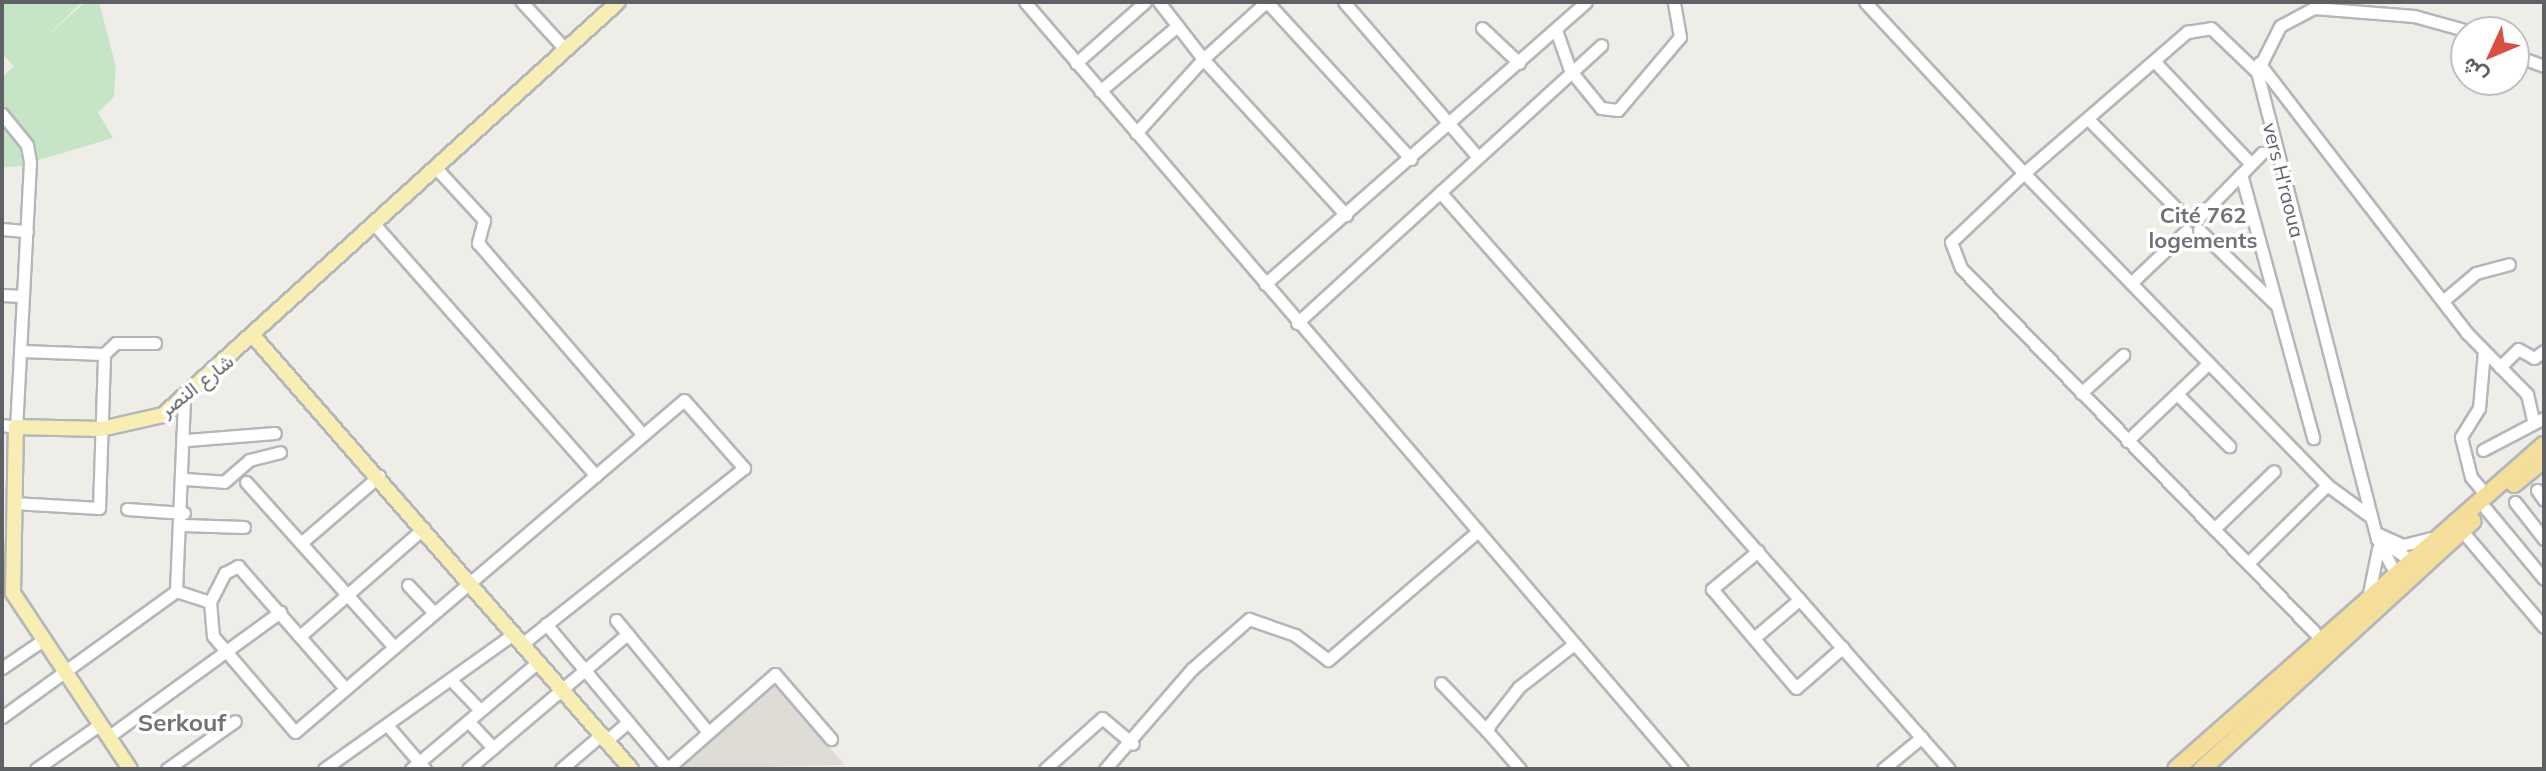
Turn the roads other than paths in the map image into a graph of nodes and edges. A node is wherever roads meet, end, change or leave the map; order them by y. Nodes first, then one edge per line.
1 (522, 2) edge
2 (618, 2) edge
3 (1025, 2) edge
4 (1145, 2) edge
5 (1159, 2) edge
6 (1266, 2) edge
7 (1344, 2) edge
8 (1586, 2) edge
9 (1674, 2) edge
10 (1865, 2) edge
11 (2450, 25) edge
12 (1176, 27) junction
13 (1482, 28) dead end
14 (1556, 30) junction
15 (1601, 45) dead end
16 (565, 49) junction
17 (1203, 59) junction
18 (2154, 61) junction
19 (1076, 63) junction
20 (1519, 63) junction
21 (2258, 67) junction
22 (1570, 70) junction
23 (1100, 91) junction
24 (2, 114) edge
25 (2088, 119) junction
26 (1452, 121) junction
27 (1136, 133) junction
28 (2262, 153) dead end
29 (1477, 156) junction
30 (1411, 159) junction
31 (2251, 164) junction
32 (436, 168) junction
33 (2024, 173) junction
34 (2241, 174) junction
35 (1440, 192) junction
36 (1346, 215) junction
37 (2185, 217) junction
38 (2199, 217) junction
39 (375, 225) junction
40 (2, 229) edge
41 (2199, 230) junction
42 (27, 231) junction
43 (2186, 231) junction
44 (2509, 264) dead end
45 (2131, 283) junction
46 (1265, 284) junction
47 (2, 295) edge
48 (23, 296) junction
49 (2444, 300) junction
50 (2276, 306) junction
51 (1297, 323) junction
52 (255, 338) junction
53 (155, 343) dead end
54 (21, 351) junction
55 (2484, 351) junction
56 (2544, 351) edge
57 (104, 354) junction
58 (2123, 355) dead end
59 (2209, 363) junction
60 (2500, 367) junction
61 (2081, 393) junction
62 (2177, 394) junction
63 (184, 397) junction
64 (2538, 420) edge
65 (9, 426) edge
66 (101, 429) junction
67 (275, 433) dead end
68 (643, 435) junction
69 (2313, 438) dead end
70 (187, 440) junction
71 (2127, 441) junction
72 (2544, 445) edge
73 (2229, 446) dead end
74 (2483, 450) dead end
75 (280, 452) dead end
76 (2544, 460) edge
77 (2274, 471) dead end
78 (379, 476) junction
79 (596, 476) junction
80 (185, 479) junction
81 (246, 482) dead end
82 (2327, 485) junction
83 (2486, 502) junction
84 (2515, 502) dead end
85 (13, 503) junction
86 (127, 509) dead end
87 (2371, 517) junction
88 (183, 519) junction
89 (244, 527) dead end
90 (424, 528) junction
91 (2214, 529) junction
92 (1478, 531) junction
93 (2462, 531) junction
94 (2375, 533) junction
95 (2441, 535) junction
96 (2544, 539) edge
97 (301, 543) junction
98 (1758, 551) junction
99 (2248, 563) junction
100 (2416, 565) junction
101 (2394, 572) junction
102 (468, 578) junction
103 (2544, 579) edge
104 (408, 585) dead end
105 (2406, 586) junction
106 (176, 591) junction
107 (346, 596) junction
108 (2368, 598) junction
109 (1800, 599) junction
110 (210, 602) junction
111 (431, 610) junction
112 (280, 612) junction
113 (616, 620) dead end
114 (546, 624) junction
115 (2544, 627) edge
116 (627, 634) junction
117 (300, 636) junction
118 (519, 638) junction
119 (1754, 638) junction
120 (43, 640) junction
121 (2323, 641) junction
122 (1574, 644) junction
123 (392, 645) junction
124 (1843, 647) junction
125 (228, 655) junction
126 (538, 662) junction
127 (2, 668) edge
128 (584, 672) junction
129 (64, 675) junction
130 (452, 681) junction
131 (1441, 683) dead end
132 (344, 687) junction
133 (562, 691) junction
134 (480, 710) junction
135 (2, 717) edge
136 (235, 721) dead end
137 (468, 721) junction
138 (628, 722) junction
139 (388, 726) junction
140 (103, 731) junction
141 (1487, 731) junction
142 (708, 732) junction
143 (1922, 737) junction
144 (603, 738) junction
145 (831, 739) dead end
146 (1133, 744) junction
147 (493, 748) junction
148 (342, 764) edge
149 (418, 767) edge
150 (39, 768) edge
151 (130, 769) edge
152 (167, 769) edge
153 (324, 769) edge
154 (469, 769) edge
155 (561, 769) edge
156 (631, 769) edge
157 (667, 769) edge
158 (1045, 769) edge
159 (1106, 769) edge
160 (1520, 769) edge
161 (1682, 769) edge
162 (1883, 769) edge
163 (1949, 769) edge
164 (2176, 769) edge
165 (2202, 769) edge

1 - 16 street
2 - 16 main road, شارع النصر
3 - 19 street
4 - 19 street
5 - 12 street
6 - 17 street
6 - 30 street
7 - 26 street
8 - 14 street
9 - 22 street
10 - 33 street
11 - 21 street
12 - 17 street
12 - 23 street
13 - 20 street
14 - 20 street
14 - 22 street
15 - 22 street
16 - 32 main road, شارع النصر
17 - 27 street
17 - 36 street
18 - 21 street
18 - 25 street
18 - 31 street
19 - 23 street
20 - 26 street
21 - 49 street
21 - 87 street, vers H'raoua
22 - 29 street
23 - 27 street
24 - 42 street
25 - 33 street
25 - 37 street
26 - 29 street
26 - 30 street
27 - 46 street
28 - 31 street
29 - 35 street
30 - 36 street
31 - 34 street
32 - 39 main road, شارع النصر
32 - 68 street
33 - 45 street
33 - 61 street
34 - 38 street
34 - 50 street
35 - 51 street
35 - 98 street
36 - 46 street
37 - 38 street
37 - 43 street
38 - 41 street
39 - 52 main road, شارع النصر
39 - 79 street
40 - 42 street
41 - 43 street
41 - 50 street
42 - 48 street
43 - 45 street
44 - 49 street
45 - 59 street
46 - 51 street
47 - 48 street
48 - 54 street
49 - 55 street
50 - 69 street
51 - 92 street
52 - 63 main road, شارع النصر
52 - 78 main road
53 - 57 street
54 - 57 street
54 - 65 street
55 - 60 street
55 - 83 street
56 - 60 street
57 - 66 street
58 - 61 street
59 - 62 street
59 - 82 street
60 - 64 street
61 - 71 street
62 - 71 street
62 - 73 street
63 - 66 main road, شارع النصر
63 - 70 street
64 - 74 street
65 - 66 main road, شارع النصر
65 - 85 main road
66 - 85 street
67 - 70 street
68 - 79 street
68 - 114 street
70 - 80 street
71 - 91 street
72 - 83 highway
75 - 80 street
76 - 83 highway
77 - 91 street
78 - 90 main road
78 - 97 street
79 - 102 street
80 - 88 street
81 - 97 street
82 - 87 street
82 - 99 street
83 - 93 highway
83 - 95 highway
83 - 103 street
84 - 96 street
85 - 120 main road
86 - 88 street
87 - 94 street, vers H'raoua
88 - 89 street
88 - 106 street
90 - 102 main road
90 - 107 street
91 - 99 street
92 - 122 street
92 - 146 street
93 - 100 highway
93 - 115 street
94 - 95 street
94 - 100 street
94 - 101 street, vers H'raoua
94 - 108 street
95 - 100 highway
97 - 107 street
98 - 109 street
98 - 119 street
99 - 121 street
100 - 101 highway
100 - 105 highway
101 - 105 street, vers H'raoua
101 - 108 highway
102 - 111 street
102 - 118 main road
104 - 111 street
105 - 165 highway
106 - 110 street
106 - 129 street
107 - 117 street
107 - 123 street
108 - 121 highway
109 - 119 street
109 - 124 street
110 - 112 street
110 - 125 street
111 - 123 street
112 - 117 street
112 - 125 street
113 - 116 street
114 - 118 street
114 - 128 street
116 - 128 street
116 - 142 street
117 - 132 street
118 - 126 main road
118 - 130 street
119 - 124 street
120 - 127 street
120 - 129 main road
121 - 164 highway
122 - 141 street
122 - 161 street
123 - 132 street
124 - 143 street
125 - 132 street
125 - 140 street
126 - 133 main road
126 - 134 street
128 - 133 street
128 - 138 street
129 - 135 street
129 - 140 main road
130 - 134 street
130 - 139 street
131 - 141 street
133 - 144 main road
133 - 147 street
134 - 137 street
136 - 152 street
137 - 147 street
137 - 149 street
138 - 144 street
138 - 157 street
139 - 148 street
139 - 149 street
140 - 150 street
140 - 151 main road
141 - 160 street
142 - 145 street
142 - 157 street
143 - 162 street
143 - 163 street
144 - 155 street
144 - 156 main road
146 - 158 street
146 - 159 street
147 - 154 street
148 - 153 street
-=-=-=-=-
▸ **Activity**: Using the listing above, show every line that includes the string "شارع".

▸ **Task response**:
2 - 16 main road, شارع النصر
16 - 32 main road, شارع النصر
32 - 39 main road, شارع النصر
39 - 52 main road, شارع النصر
52 - 63 main road, شارع النصر
63 - 66 main road, شارع النصر
65 - 66 main road, شارع النصر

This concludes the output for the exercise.